_Exercise_.
Transcribe the listing in full, excluding any pictures.

_Available records_.
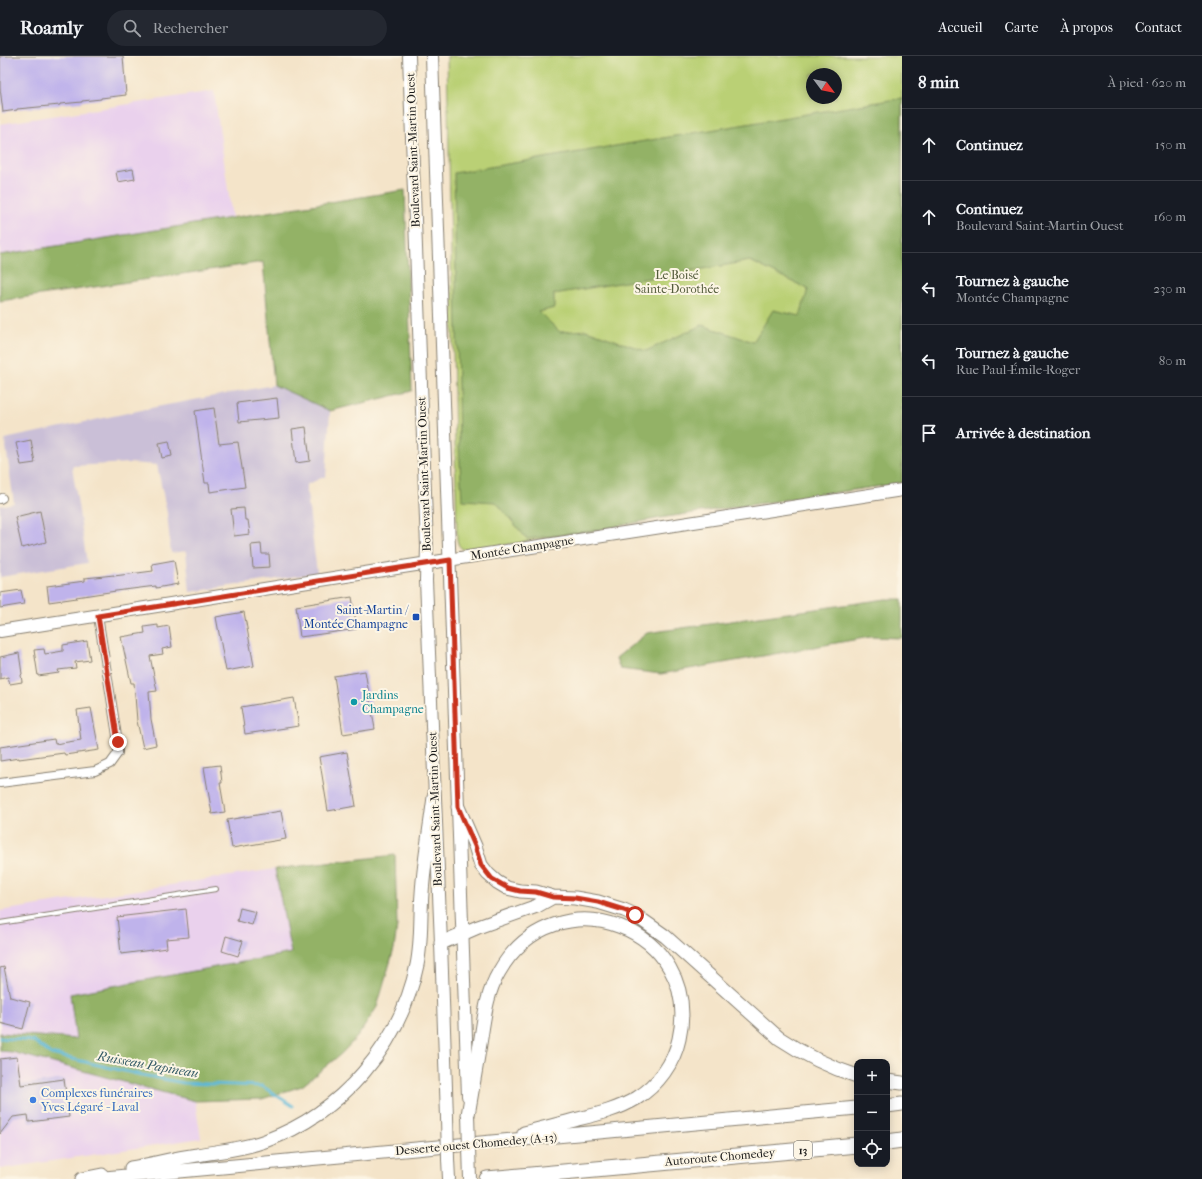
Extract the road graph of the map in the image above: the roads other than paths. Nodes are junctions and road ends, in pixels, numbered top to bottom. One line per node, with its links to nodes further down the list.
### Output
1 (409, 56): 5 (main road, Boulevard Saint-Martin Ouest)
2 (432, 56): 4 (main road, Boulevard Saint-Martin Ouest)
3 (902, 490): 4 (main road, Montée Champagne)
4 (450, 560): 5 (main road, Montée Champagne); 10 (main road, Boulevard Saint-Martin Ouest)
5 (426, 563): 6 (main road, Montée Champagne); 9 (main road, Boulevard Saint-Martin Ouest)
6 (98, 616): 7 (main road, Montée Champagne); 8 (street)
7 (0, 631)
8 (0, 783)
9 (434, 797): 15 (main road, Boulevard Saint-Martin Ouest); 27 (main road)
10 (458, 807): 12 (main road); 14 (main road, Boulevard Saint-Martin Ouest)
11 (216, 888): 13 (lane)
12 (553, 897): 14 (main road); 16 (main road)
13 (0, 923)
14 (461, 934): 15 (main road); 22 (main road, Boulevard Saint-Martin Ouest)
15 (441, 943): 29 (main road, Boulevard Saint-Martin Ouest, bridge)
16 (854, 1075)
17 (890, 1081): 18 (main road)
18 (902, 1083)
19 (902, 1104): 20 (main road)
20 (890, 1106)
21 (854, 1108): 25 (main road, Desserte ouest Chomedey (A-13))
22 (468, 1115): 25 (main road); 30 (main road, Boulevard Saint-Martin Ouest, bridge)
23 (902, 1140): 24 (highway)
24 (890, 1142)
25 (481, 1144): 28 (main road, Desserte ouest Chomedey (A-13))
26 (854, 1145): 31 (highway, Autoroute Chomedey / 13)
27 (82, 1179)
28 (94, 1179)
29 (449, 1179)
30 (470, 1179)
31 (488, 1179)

_Answer for the task_.
Extract the road graph of the map in the image above: the roads other than paths. Nodes are junctions and road ends, in pixels, numbered top to bottom. One line per node, with its links to nodes further down the list.
### Output
1 (409, 56): 5 (main road, Boulevard Saint-Martin Ouest)
2 (432, 56): 4 (main road, Boulevard Saint-Martin Ouest)
3 (902, 490): 4 (main road, Montée Champagne)
4 (450, 560): 5 (main road, Montée Champagne); 10 (main road, Boulevard Saint-Martin Ouest)
5 (426, 563): 6 (main road, Montée Champagne); 9 (main road, Boulevard Saint-Martin Ouest)
6 (98, 616): 7 (main road, Montée Champagne); 8 (street)
7 (0, 631)
8 (0, 783)
9 (434, 797): 15 (main road, Boulevard Saint-Martin Ouest); 27 (main road)
10 (458, 807): 12 (main road); 14 (main road, Boulevard Saint-Martin Ouest)
11 (216, 888): 13 (lane)
12 (553, 897): 14 (main road); 16 (main road)
13 (0, 923)
14 (461, 934): 15 (main road); 22 (main road, Boulevard Saint-Martin Ouest)
15 (441, 943): 29 (main road, Boulevard Saint-Martin Ouest, bridge)
16 (854, 1075)
17 (890, 1081): 18 (main road)
18 (902, 1083)
19 (902, 1104): 20 (main road)
20 (890, 1106)
21 (854, 1108): 25 (main road, Desserte ouest Chomedey (A-13))
22 (468, 1115): 25 (main road); 30 (main road, Boulevard Saint-Martin Ouest, bridge)
23 (902, 1140): 24 (highway)
24 (890, 1142)
25 (481, 1144): 28 (main road, Desserte ouest Chomedey (A-13))
26 (854, 1145): 31 (highway, Autoroute Chomedey / 13)
27 (82, 1179)
28 (94, 1179)
29 (449, 1179)
30 (470, 1179)
31 (488, 1179)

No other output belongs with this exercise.